Um estudo da Faculdade de Medicina da Universidade do Porto, publicado em abril do ano transato no Journal of Affective Disorders Reports, revelou que tem havido um aumento significativo de crianças e adolescentes que se automutilam, causando a si próprios danos corporais como cortes e outras lesões. Os autores referem que estes comportamentos em crianças e jovens dos 9 aos 24 anos, quer em contexto de internamento psiquiátrico, quer em ambulatório estão claramente associados à exposição às redes sociais e, segundo a Organização Mundial de Saúde (OMS), constitui um importante problema de saúde pública. O diretor desta organização para a Europa, Hans Kluge, chegou mesmo a alertar em comunicado que é necessário tomar medidas para levar as crianças e jovens a deixarem de utilizar as redes sociais que são responsáveis por os levar à depressão, à ansiedade e ao mau desempenho escolar. Os sintomas são algo semelhantes à toxicodependência, nomeadamente a incapacidade de se controlarem, de abandonarem e desistirem das atividades regulares em prol das redes sociais, com todas as consequências nocivas que daí advêm.
Esta introdução vem a propósito de uma recente notícia que dá conta que a rede social TikTok foi processada por um grupo de sete famílias francesas que a culpa de prejudicar a saúde mental dos seus filhos, conduzindo dois deles ao suicídio. Estas famílias, agrupadas na associação Algos Victima, acusam o TikTok de expor crianças e jovens a inúmeros vídeos que promovem suicídio, automutilação e distúrbios alimentares. O seu objetivo é conseguir o reconhecimento da responsabilidade daquela rede social na deterioração da saúde mental das suas crianças e jovens. Duas cometeram suicídio quando tinham 15 anos, quatro tentaram pôr termo à própria vida e uma sofria de anorexia.

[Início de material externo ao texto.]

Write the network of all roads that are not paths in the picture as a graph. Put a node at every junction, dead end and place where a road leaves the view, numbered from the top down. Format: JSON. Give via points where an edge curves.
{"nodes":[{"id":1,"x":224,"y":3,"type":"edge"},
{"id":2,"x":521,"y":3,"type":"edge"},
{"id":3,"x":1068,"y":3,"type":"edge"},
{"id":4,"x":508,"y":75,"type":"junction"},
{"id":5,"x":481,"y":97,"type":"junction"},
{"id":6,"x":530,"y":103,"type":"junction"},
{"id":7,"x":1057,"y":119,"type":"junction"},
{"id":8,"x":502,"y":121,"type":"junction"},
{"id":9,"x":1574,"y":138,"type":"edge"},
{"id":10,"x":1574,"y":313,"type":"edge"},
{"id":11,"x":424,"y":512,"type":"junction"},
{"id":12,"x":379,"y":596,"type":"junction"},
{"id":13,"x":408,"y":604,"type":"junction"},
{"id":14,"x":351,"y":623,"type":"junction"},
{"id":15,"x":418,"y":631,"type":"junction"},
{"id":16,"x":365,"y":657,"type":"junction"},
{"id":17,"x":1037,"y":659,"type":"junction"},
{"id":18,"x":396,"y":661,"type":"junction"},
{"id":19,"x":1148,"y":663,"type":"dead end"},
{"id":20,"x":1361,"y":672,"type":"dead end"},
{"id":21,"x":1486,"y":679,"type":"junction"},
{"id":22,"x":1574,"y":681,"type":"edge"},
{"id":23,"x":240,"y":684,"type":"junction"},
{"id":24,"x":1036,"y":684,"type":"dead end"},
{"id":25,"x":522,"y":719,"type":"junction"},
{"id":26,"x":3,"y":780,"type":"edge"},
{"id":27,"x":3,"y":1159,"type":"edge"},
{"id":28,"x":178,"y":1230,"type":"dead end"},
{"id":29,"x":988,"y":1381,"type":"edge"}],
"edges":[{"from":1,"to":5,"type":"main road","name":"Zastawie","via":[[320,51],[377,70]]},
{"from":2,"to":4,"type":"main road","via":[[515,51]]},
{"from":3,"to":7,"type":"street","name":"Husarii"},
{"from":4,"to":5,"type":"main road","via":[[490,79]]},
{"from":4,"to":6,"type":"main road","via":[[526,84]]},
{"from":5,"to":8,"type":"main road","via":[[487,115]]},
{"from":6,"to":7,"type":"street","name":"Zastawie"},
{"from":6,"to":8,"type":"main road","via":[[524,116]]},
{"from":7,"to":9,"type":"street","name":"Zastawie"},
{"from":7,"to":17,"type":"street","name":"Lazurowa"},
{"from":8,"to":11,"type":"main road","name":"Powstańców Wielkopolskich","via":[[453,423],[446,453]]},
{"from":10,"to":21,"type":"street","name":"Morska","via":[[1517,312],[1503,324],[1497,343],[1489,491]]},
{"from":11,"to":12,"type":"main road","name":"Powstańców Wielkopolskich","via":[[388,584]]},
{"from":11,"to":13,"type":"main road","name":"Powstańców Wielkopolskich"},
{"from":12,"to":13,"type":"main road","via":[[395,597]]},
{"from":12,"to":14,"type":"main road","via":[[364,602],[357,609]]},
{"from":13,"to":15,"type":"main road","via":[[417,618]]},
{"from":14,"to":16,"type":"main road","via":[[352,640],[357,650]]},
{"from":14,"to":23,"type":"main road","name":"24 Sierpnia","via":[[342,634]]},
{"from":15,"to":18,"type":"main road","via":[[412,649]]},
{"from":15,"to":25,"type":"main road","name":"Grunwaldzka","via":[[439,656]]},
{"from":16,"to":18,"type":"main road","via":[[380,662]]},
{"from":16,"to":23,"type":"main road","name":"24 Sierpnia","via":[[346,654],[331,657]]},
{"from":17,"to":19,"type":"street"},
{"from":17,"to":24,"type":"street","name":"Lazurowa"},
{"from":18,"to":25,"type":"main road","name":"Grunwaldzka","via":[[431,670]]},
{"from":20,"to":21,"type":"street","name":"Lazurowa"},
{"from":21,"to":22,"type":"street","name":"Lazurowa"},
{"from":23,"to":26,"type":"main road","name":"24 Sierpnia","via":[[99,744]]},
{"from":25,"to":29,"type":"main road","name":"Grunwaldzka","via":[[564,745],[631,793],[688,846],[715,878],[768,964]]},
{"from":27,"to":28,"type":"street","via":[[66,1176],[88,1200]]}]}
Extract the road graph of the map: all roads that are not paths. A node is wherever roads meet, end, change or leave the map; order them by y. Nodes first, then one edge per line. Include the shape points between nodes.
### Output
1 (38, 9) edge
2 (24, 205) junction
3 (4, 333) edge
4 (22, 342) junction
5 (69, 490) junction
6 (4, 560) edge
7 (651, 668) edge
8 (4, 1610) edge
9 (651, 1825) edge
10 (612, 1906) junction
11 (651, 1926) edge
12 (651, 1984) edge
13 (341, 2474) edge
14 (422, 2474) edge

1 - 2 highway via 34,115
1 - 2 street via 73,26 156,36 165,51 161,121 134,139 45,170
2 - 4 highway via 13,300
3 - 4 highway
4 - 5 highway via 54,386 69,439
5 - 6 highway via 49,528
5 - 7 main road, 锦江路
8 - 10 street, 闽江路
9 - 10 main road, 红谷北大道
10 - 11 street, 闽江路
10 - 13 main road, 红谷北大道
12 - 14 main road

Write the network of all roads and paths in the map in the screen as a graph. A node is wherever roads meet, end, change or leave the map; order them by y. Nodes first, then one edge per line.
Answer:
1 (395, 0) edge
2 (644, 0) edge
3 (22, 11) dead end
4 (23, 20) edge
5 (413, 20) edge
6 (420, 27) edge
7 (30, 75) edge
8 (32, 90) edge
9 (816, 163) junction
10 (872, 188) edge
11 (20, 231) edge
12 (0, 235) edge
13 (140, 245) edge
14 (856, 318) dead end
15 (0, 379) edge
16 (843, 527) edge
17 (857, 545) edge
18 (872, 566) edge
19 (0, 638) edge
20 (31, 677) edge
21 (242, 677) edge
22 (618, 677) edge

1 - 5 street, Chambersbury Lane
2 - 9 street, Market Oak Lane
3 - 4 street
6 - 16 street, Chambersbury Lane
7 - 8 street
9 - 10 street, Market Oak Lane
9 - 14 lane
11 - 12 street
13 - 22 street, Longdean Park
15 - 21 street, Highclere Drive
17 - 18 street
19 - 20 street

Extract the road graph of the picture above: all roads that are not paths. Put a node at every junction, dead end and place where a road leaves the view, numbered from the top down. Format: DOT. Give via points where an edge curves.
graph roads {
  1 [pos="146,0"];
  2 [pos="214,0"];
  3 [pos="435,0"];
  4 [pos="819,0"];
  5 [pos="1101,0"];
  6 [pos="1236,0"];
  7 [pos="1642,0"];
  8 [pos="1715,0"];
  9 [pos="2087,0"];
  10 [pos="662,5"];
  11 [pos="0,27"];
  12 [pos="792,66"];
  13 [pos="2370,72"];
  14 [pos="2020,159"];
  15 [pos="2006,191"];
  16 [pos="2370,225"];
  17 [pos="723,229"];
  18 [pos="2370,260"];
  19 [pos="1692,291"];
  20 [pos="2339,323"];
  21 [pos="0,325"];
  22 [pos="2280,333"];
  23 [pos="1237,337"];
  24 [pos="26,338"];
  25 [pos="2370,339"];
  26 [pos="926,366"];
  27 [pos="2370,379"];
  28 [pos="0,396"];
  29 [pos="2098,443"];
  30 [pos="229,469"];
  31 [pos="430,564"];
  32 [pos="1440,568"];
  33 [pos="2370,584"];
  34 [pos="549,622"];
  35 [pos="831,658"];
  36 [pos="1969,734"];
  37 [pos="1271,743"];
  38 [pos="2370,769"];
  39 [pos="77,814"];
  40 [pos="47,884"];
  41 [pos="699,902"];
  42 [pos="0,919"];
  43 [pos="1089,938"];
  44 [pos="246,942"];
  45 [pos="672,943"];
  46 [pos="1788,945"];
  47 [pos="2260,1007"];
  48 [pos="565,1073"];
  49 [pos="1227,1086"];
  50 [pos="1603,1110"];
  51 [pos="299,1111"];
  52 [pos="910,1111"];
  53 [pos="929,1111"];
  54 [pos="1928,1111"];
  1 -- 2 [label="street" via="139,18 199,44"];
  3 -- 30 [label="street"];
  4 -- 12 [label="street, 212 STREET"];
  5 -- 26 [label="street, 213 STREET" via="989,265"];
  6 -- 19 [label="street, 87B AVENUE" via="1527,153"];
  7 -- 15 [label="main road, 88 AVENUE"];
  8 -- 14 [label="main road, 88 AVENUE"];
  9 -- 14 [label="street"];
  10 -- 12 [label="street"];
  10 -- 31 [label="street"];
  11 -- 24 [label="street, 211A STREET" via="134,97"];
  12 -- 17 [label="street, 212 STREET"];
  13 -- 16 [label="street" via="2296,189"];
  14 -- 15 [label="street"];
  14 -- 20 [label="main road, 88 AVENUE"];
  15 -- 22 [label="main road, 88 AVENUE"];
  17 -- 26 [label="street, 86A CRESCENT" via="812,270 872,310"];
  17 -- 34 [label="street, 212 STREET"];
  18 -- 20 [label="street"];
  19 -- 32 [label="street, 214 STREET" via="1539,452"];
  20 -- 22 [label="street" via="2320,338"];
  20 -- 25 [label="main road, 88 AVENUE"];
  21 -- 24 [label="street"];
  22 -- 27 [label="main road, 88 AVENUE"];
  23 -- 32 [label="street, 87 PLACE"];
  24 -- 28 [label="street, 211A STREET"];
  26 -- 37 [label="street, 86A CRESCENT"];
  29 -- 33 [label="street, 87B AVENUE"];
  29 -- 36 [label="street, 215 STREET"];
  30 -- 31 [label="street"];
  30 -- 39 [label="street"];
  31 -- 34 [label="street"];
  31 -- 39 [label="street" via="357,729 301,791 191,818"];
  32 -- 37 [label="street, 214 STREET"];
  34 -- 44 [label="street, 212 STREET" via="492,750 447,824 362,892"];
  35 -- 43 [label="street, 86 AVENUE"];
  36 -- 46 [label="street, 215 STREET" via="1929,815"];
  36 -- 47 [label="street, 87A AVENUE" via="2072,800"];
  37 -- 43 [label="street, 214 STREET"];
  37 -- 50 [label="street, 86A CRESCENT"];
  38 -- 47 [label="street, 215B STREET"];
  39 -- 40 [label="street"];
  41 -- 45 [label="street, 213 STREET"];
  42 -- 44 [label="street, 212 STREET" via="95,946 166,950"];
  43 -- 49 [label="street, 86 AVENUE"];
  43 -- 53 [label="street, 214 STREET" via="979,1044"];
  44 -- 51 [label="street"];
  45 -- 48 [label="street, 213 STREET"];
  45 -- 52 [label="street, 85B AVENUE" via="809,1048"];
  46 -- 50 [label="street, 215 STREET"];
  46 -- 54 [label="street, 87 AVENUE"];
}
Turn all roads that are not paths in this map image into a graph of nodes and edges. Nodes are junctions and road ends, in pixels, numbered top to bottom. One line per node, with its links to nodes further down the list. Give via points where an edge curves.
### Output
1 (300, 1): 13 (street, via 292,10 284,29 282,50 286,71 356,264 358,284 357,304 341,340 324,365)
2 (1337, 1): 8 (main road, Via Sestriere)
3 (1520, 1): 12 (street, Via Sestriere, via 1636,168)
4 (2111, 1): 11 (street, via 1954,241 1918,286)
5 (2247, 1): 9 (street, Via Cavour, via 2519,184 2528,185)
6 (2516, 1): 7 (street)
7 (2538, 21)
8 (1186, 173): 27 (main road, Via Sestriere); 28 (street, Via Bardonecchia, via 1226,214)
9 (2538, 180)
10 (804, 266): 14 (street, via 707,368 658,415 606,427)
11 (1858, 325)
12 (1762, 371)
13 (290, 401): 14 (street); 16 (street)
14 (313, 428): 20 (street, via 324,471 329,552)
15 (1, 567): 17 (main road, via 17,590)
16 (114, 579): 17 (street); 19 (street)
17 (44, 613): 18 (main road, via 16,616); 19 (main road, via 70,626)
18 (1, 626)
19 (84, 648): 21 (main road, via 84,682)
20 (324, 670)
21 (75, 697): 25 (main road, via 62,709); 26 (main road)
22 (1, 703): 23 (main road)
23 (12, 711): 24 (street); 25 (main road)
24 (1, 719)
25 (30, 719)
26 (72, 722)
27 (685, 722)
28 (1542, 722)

Apoiados por vários estudos que referem o TikTok como viciante e capaz de conter conteúdos nocivos para a população mais jovem, que pela sua natureza é mais vulnerável, as sete famílias representadas pela advogada, Laure Boutron-Marmion, exigem que a referida rede regule os vídeos de forma mais eficiente, de modo a que os menores estejam mais protegidos, pois acreditam que aquela plataforma cometeu um crime grave ao não moderar o conteúdo referente a suicídio, automutilação e distúrbios alimentares.
Começa a ser do senso comum que a exposição a écrans por tempo excessivo de crianças e jovens é extremamente prejudicial. Há já diversas instituições de ensino onde o uso de telemóvel começa a ser limitado e regulado para aquilatar desta verdade insofismável.
Atenda-se ao estado da saúde mental das crianças e jovens nos últimos anos e procurem-se as causas para a significativa degradação da mesma e encontraremos as razões no exagerado uso de telemóvel nas suas variadas funções, onde se incluem a navegação na internet e a presença nas redes sociais.
Atente-se às mudanças ocorridas nas últimas décadas na infância e na adolescência, onde as brincadeiras e os jogos ao ar livre foram progressivamente substituídos pelas consolas, telemóveis e afins, e aí encontraremos as razões de tanta ansiedade, depressão, privação do sono, hiperatividade, défice de atenção e outros distúrbios tão comuns no tempo presente.
No seu livro A Geração Ansiosa, o psicólogo social americano, Jonathan Haidt, explica com notável minúcia como a “reconfiguração da infância” ocorrida nas últimas décadas, a internet e as redes sociais moldaram as novas gerações e as levaram ao aumento expressivo de problemas do foro mental. O autor explana com particular clareza a razão que leva as raparigas a serem mais prejudicadas pelas redes sociais do que os rapazes e porque estes se retiram frequentemente para o mundo virtual com consequências nefastas para os próprios, suas famílias e sociedade. Por fim, aponta os caminhos que pais, professores, escolas, empresas tecnológicas e governos devem seguir para pôr termo à deterioração da saúde mental das crianças e jovens e lhes devolvam uma vida mais saudável, mais livre e mais feliz.
É também neste sentido que aqui deixo este urgente alerta.